Public defender Dana Page focused on two primary issues with Godwin's opinion: that Muth has throughout his stay at St. Elizabeths' maintained his identity as an Iraqi general and the possibility doctors were unduly influenced by the defense's experts, the victim's family and the media.

During her testimony Godwin said when St. Elizabeths first opined Muth was delusional, her team did so "based on data available" from initial tests and information received from Muth himself.

Page questioned the timing of the change of mind from St. Elizabeths, noting the shift came not long after the New York Times article detailing Muth's unusual lifestyle and habits and Godwin's own collateral interview with the prosecution's doctors, Dr. Robert Phillips and Dr. Mitchell Hugonnet.

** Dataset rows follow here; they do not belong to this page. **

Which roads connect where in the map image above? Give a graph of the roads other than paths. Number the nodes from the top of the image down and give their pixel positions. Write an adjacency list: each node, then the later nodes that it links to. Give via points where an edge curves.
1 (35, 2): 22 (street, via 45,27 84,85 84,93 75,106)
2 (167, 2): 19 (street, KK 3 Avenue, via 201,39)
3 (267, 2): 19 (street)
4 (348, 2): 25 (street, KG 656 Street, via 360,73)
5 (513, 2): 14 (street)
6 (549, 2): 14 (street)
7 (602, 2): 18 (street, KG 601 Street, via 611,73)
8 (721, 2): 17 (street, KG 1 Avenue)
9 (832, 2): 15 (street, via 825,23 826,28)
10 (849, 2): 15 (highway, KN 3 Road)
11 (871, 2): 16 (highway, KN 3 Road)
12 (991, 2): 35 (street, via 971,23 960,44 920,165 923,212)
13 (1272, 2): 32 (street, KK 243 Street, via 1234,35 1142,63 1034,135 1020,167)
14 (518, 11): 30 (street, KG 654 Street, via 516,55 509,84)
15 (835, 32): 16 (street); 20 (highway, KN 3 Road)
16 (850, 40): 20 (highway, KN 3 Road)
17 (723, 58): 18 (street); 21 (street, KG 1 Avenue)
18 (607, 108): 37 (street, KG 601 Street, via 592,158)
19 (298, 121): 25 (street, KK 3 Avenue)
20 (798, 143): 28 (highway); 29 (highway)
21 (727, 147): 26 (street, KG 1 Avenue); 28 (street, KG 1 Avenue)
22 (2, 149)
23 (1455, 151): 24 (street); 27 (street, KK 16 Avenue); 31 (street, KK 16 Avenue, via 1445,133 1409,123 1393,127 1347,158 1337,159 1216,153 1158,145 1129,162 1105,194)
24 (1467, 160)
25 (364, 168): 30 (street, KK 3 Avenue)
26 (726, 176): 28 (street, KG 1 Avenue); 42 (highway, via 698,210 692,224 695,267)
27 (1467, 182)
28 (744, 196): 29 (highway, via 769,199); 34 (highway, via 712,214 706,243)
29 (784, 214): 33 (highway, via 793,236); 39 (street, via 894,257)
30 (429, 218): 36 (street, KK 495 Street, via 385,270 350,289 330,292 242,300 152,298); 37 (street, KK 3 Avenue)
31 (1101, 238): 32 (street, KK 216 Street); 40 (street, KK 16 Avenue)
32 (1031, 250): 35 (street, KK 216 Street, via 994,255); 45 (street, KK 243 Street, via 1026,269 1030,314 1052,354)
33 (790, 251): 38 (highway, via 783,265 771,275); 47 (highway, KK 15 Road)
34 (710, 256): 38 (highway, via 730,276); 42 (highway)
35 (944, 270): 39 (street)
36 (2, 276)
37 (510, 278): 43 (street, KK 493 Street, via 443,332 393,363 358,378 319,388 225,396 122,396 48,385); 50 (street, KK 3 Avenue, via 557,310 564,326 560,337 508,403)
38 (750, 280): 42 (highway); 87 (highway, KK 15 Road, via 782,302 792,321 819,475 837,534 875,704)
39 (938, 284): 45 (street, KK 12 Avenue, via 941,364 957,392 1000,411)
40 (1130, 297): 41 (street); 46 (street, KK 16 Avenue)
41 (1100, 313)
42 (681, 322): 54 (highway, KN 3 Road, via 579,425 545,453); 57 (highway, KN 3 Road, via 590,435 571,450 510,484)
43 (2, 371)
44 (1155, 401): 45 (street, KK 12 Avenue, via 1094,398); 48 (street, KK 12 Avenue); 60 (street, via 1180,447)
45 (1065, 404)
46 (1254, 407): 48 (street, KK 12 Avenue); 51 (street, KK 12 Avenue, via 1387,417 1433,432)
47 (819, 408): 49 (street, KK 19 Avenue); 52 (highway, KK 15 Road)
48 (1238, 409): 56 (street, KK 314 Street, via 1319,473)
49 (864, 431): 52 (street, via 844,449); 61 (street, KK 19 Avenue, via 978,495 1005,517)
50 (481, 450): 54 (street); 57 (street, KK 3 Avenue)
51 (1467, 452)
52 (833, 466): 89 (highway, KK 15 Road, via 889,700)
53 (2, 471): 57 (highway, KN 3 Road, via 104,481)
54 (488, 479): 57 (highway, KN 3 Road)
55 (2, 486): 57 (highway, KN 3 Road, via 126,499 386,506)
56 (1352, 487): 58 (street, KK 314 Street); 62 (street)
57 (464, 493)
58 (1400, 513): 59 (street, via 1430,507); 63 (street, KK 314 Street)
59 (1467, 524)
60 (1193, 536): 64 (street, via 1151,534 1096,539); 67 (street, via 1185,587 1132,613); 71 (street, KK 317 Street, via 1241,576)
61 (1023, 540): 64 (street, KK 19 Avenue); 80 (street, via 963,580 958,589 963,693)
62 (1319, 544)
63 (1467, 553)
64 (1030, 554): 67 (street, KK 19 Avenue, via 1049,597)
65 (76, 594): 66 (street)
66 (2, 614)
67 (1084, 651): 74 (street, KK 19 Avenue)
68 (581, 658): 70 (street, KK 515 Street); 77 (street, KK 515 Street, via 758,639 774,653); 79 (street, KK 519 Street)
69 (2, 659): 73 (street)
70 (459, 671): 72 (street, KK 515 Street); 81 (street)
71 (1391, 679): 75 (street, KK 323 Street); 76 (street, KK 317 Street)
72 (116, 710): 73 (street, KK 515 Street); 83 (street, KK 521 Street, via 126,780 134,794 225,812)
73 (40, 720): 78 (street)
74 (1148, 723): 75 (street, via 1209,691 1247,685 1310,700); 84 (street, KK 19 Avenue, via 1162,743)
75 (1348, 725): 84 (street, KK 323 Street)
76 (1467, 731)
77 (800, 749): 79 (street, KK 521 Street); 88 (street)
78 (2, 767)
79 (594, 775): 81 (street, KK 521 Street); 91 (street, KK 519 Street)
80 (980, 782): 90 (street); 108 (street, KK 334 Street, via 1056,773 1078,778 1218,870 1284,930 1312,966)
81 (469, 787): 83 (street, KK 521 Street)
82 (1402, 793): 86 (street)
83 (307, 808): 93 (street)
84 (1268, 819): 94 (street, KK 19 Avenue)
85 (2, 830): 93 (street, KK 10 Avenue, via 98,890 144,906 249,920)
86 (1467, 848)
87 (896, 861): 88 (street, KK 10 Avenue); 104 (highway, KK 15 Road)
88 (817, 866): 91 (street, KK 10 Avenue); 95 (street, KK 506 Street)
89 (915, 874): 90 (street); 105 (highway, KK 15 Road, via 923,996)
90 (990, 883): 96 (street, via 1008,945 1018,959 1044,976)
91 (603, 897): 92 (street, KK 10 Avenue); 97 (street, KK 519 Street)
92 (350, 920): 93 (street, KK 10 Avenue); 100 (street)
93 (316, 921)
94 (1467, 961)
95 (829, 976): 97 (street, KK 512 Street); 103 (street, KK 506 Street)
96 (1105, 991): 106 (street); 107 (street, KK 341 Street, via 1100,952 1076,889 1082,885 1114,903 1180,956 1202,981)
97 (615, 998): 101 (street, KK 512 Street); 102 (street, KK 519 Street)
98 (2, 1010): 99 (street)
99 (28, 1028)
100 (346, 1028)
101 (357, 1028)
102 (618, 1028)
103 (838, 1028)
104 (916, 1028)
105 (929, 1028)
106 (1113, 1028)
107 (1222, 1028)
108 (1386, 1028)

Page said she didn't believe Godwin relied much on new data and instead was influenced by the Drath family, who Page suggested could offer mostly second-hand knowledge of Muth's behavior.

Page said a suggestion by the prosecution's doctors that St. Elizabeths might not have all of the information it needed prompted the hospital to seek out these collateral interviews with the family.

"They were not necessarily trying to get us to change our opinion," Godwin said about Phillips and Hugonnet.

The fact Muth purports to be an Iraqi general remains, though said Page, who argued that it was a fixed, false belief, i.e. a delusion. But Godwin said Muth was observed to be able to adjust that belief to fit a situation as needed.

"It appears that Mr. Muth's discussion of the Iraqi general is volitional...under his control," Godwin said.

"The belief is bizarre, but it does not mean that he is delusional," she added.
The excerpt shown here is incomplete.